Are you just not understanding stabs, why they work, why people are switching, and the massive list of shooters who are switching...and winning? Are you not reading any of the info that is out there....again for the record this isn't a fanboy thing or people looking for free stuff...granted there are always fanboys:wink: no fanboy is gonna get free stuff that is really worth a darn :wink:.....little Joe nobody that says nothing but "B-stingers are the best" is gonna pay for his stuff just like everyone else....

Reo and Jesse and countless others have gone on record stating that they paid for their bars and actually showed up at major shoots with them with Blair not even knowing they had a bar....there are tons of top level Pros and shooters that had contracts with other companies....some of them leaving contracts that paid them thousands of dollars a year to shoot a B-Stinger and get NOTHING. Others switched in the middle of major shoots or days before major shoots....or after they won major shoots with other gear...and they all paid for their bars. 

The first bar I shot....I had on loan from a good friend before the XL was even released to the public. So I have been a very loud voice for them since before anyone but a handful of people in the world knew they even existed. I knew within' 2 arrows that I had never had a stab this good before....and I have probably shot more stabs then the avg 10 shooters have combined. 

Fad....I would say that Doinker, Posten and Bernie would be better people to ask that question to since they are all now trying to copy the XL bars :zip:

If your skeptical....keep your money in your pocket.....the rest of us will gladly shoot the best stabs on the market. 
There are so many people that THINK they know how sponsors and companies in archery work when they have no clue.....just because little Joe Wannabe has a pro staff sig on AT doesn't mean he is really on a pro staff or knows what he is talking about....those are your fanboys. 

FOBs are a fad....custom wraps are a fad...a fancy stab to match your bow is a fad....string tammers are a fad....
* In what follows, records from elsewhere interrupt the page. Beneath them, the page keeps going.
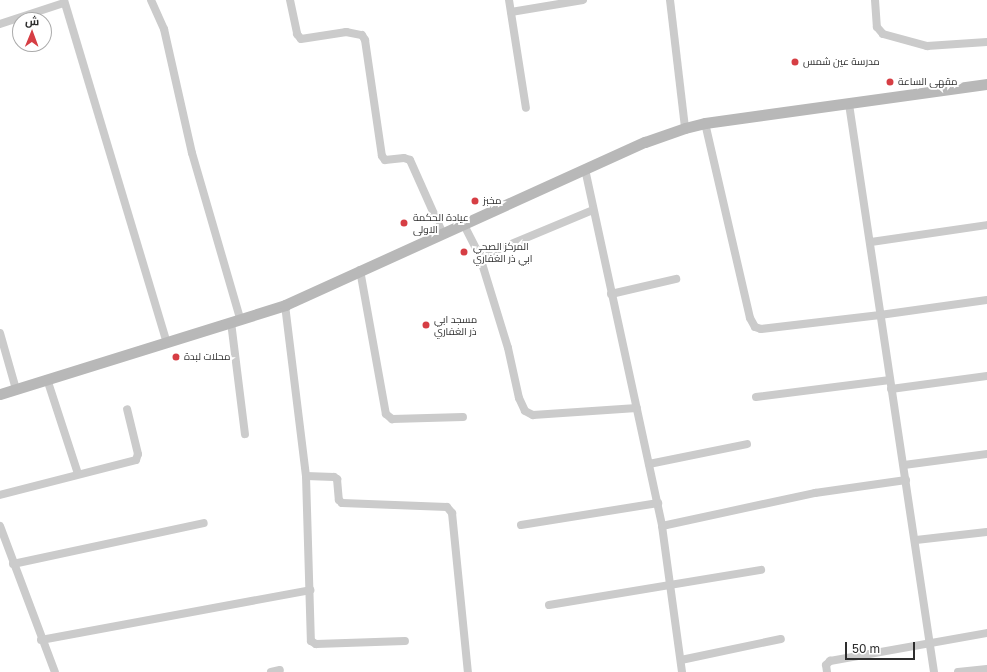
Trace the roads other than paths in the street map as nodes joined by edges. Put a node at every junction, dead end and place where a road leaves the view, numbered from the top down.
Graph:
1 (152, 0) edge
2 (290, 0) edge
3 (509, 0) edge
4 (583, 0) edge
5 (670, 0) edge
6 (874, 0) edge
7 (64, 1) edge
8 (511, 12) junction
9 (0, 24) edge
10 (987, 42) edge
11 (987, 84) edge
12 (849, 104) junction
13 (526, 108) dead end
14 (705, 123) junction
15 (685, 128) junction
16 (585, 170) junction
17 (593, 210) junction
18 (463, 223) junction
19 (987, 225) edge
20 (442, 232) junction
21 (870, 242) junction
22 (480, 257) junction
23 (360, 270) junction
24 (676, 279) dead end
25 (611, 294) junction
26 (987, 300) edge
27 (284, 305) junction
28 (880, 315) junction
29 (236, 320) junction
30 (0, 333) edge
31 (167, 343) junction
32 (987, 376) edge
33 (47, 379) junction
34 (890, 380) junction
35 (891, 388) junction
36 (16, 389) junction
37 (0, 394) edge
38 (756, 397) dead end
39 (636, 408) junction
40 (127, 409) dead end
41 (463, 417) dead end
42 (245, 434) dead end
43 (747, 444) dead end
44 (987, 454) edge
45 (649, 464) junction
46 (904, 465) junction
47 (78, 474) junction
48 (306, 476) junction
49 (906, 480) junction
50 (0, 495) edge
51 (658, 503) junction
52 (204, 523) dead end
53 (521, 525) dead end
54 (0, 526) edge
55 (662, 526) junction
56 (987, 532) edge
57 (916, 540) junction
58 (13, 564) junction
59 (761, 570) dead end
60 (671, 585) junction
61 (310, 590) junction
62 (549, 605) dead end
63 (987, 633) edge
64 (781, 638) dead end
65 (41, 640) junction
66 (404, 641) dead end
67 (931, 642) junction
68 (681, 660) junction
69 (987, 669) edge
70 (280, 670) dead end
71 (55, 672) edge
72 (271, 672) edge
73 (468, 672) edge
74 (682, 672) edge
75 (827, 672) edge
76 (934, 672) edge
77 (958, 672) edge

1 - 29 street
2 - 20 street
3 - 8 street
4 - 8 street
5 - 15 street
6 - 10 street
7 - 9 street
7 - 31 street
8 - 13 street
11 - 12 street
12 - 14 street
12 - 21 street
14 - 15 street
14 - 28 street
15 - 16 street
16 - 17 street
16 - 18 street
17 - 22 street
17 - 25 street
18 - 20 street
18 - 22 street
19 - 21 street
20 - 23 street
21 - 28 street
22 - 39 street
23 - 27 street
23 - 41 street
24 - 25 street
25 - 39 street
26 - 28 street
27 - 29 street
27 - 48 street
28 - 34 street
29 - 31 street
29 - 42 street
30 - 36 street
31 - 33 street
32 - 35 street
33 - 36 street
33 - 47 street
34 - 35 street
34 - 38 street
35 - 46 street
36 - 37 street
39 - 45 street
40 - 47 street
43 - 45 street
44 - 46 street
45 - 51 street
46 - 49 street
47 - 50 street
48 - 61 street
48 - 73 street
49 - 55 street
49 - 57 street
51 - 53 street
51 - 55 street
52 - 58 street
54 - 58 street
55 - 60 street
56 - 57 street
57 - 67 street
58 - 65 street
59 - 60 street
60 - 62 street
60 - 68 street
61 - 65 street
61 - 66 street
63 - 67 street
64 - 68 street
65 - 71 street
67 - 75 street
67 - 76 street
68 - 74 street
69 - 77 street
70 - 72 street

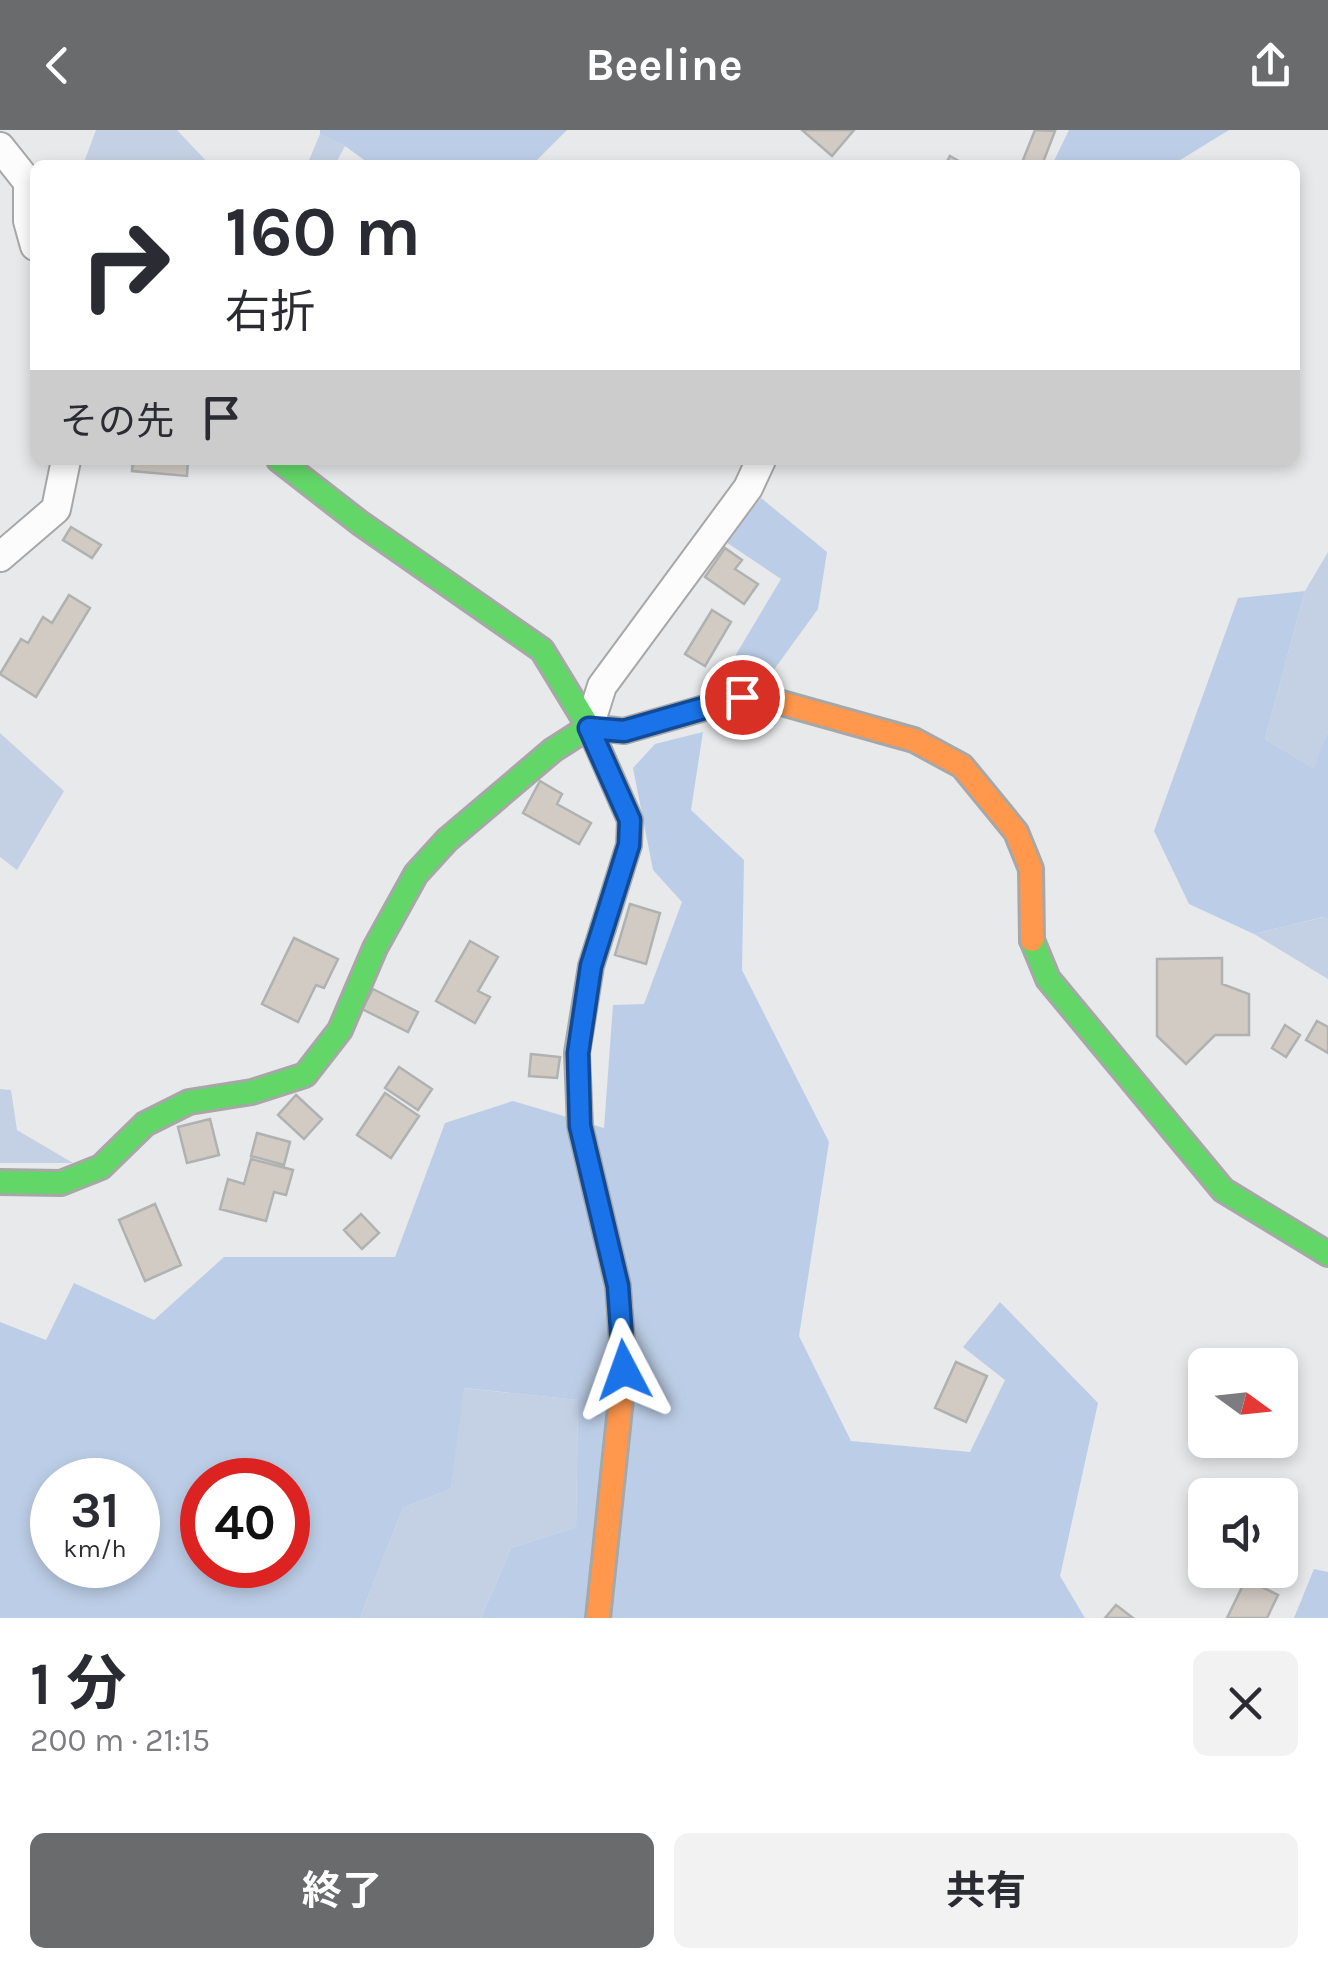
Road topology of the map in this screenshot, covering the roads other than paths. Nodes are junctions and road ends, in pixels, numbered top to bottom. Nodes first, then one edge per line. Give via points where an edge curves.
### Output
1 (0, 147) edge
2 (30, 184) edge
3 (65, 465) edge
4 (285, 465) edge
5 (758, 465) edge
6 (0, 557) edge
7 (589, 728) junction
8 (0, 1182) edge
9 (1328, 1254) edge
10 (598, 1618) edge

1 - 2 street
3 - 6 street via 56,510
4 - 7 street via 542,650
5 - 7 street via 748,488 602,686
7 - 8 street via 447,840 416,874 340,1030 305,1075 189,1102 144,1124 101,1167 61,1183
7 - 9 street via 624,731 742,697 784,702 914,740 962,766 1016,832 1031,868 1030,936 1048,979 1223,1190
7 - 10 street via 630,820 629,845 591,966 578,1053 580,1126 618,1286 624,1370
A B-Stinger is a stabilizer built to do what a stabilizer is meant to do....help you hit what your shooting at.


----------



## Limey (May 6, 2005)

Word on the street in the UK is that after being beaten by Reo in the FITA worlds Liam Grimwood is trying some B Stingers.

How true this is I can't be sure, as I don't know Liam or shoot FITA but I can see why he would want to try them.

Shrewds have been my favourite bars but then I shoot 26-29 inch bars so I get less flex than the really long bars. I have an 18 inch 8oz XL bar that I got 2nd hand from a friend who has lost heart in archery and I am a convert now.

Next bars for me 33 inch XL Premier despite how Doinker and a few others have started to wake up.


----------



## LoneEagle0607 (Jan 15, 2008)

*Thanks*



Brown Hornet said:


> No they don't. I am pretty sure most don't. If your mounting it on the front a screw will do nothing for you anyway.....you need a QD or an eyebolt or all your going to have is a mount and a siderod on your bow :wink:
> 
> Even if it did come with a bolt you wouldn't be able to use it in the rear hole on the Hoyt Elite risers :wink:





StevenS said:


> To clarify , the rear hole on the hoyt elite riser is 1/4-20 threads. The front is 5/16-24. Sooo, you need a 1/4-20 bolt and some washers to mount it on the back of the bow. What I did was got a 1/4 bolt, a flat washer and I use a nylon washer between my bow and the mount (to not scratch it). If you need one I can send one to you, I work a building supply company we have all those things here.


This is the first time I've set up a side mount and bar so thanks for the help and pics. 

StevenS-Thanks for your offer. I'll wait for it to arrive and let you know from there.

BTW: I'm shooting a Mathews:wink:


----------



## Brown Hornet (Aug 8, 2002)

Limey said:


> Word on the street in the UK is that after being beaten by Reo in the FITA worlds Liam Grimwood is trying some B Stingers.
> 
> How true this is I can't be sure, as I don't know Liam or shoot FITA but I can see why he would want to try them.
> .


That isn't a rumor....:wink:


----------



## Brown Hornet (Aug 8, 2002)

LoneEagle0607 said:


> This is the first time I've set up a side mount and bar so thanks for the help and pics.
> 
> StevenS-Thanks for your offer. I'll wait for it to arrive and let you know from there.
> 
> BTW: I'm shooting a Mathews:wink:


No need to wait for anything....your talking about screws...your bow takes the same screw in the front and the back of the riser. I used to shoot the same bow. :wink:

For the back you need a screw...for the front you need a quick disconnect or an eyebolt...otherwise you will have to hope you get your mount in the same place every time....and yes it matters. 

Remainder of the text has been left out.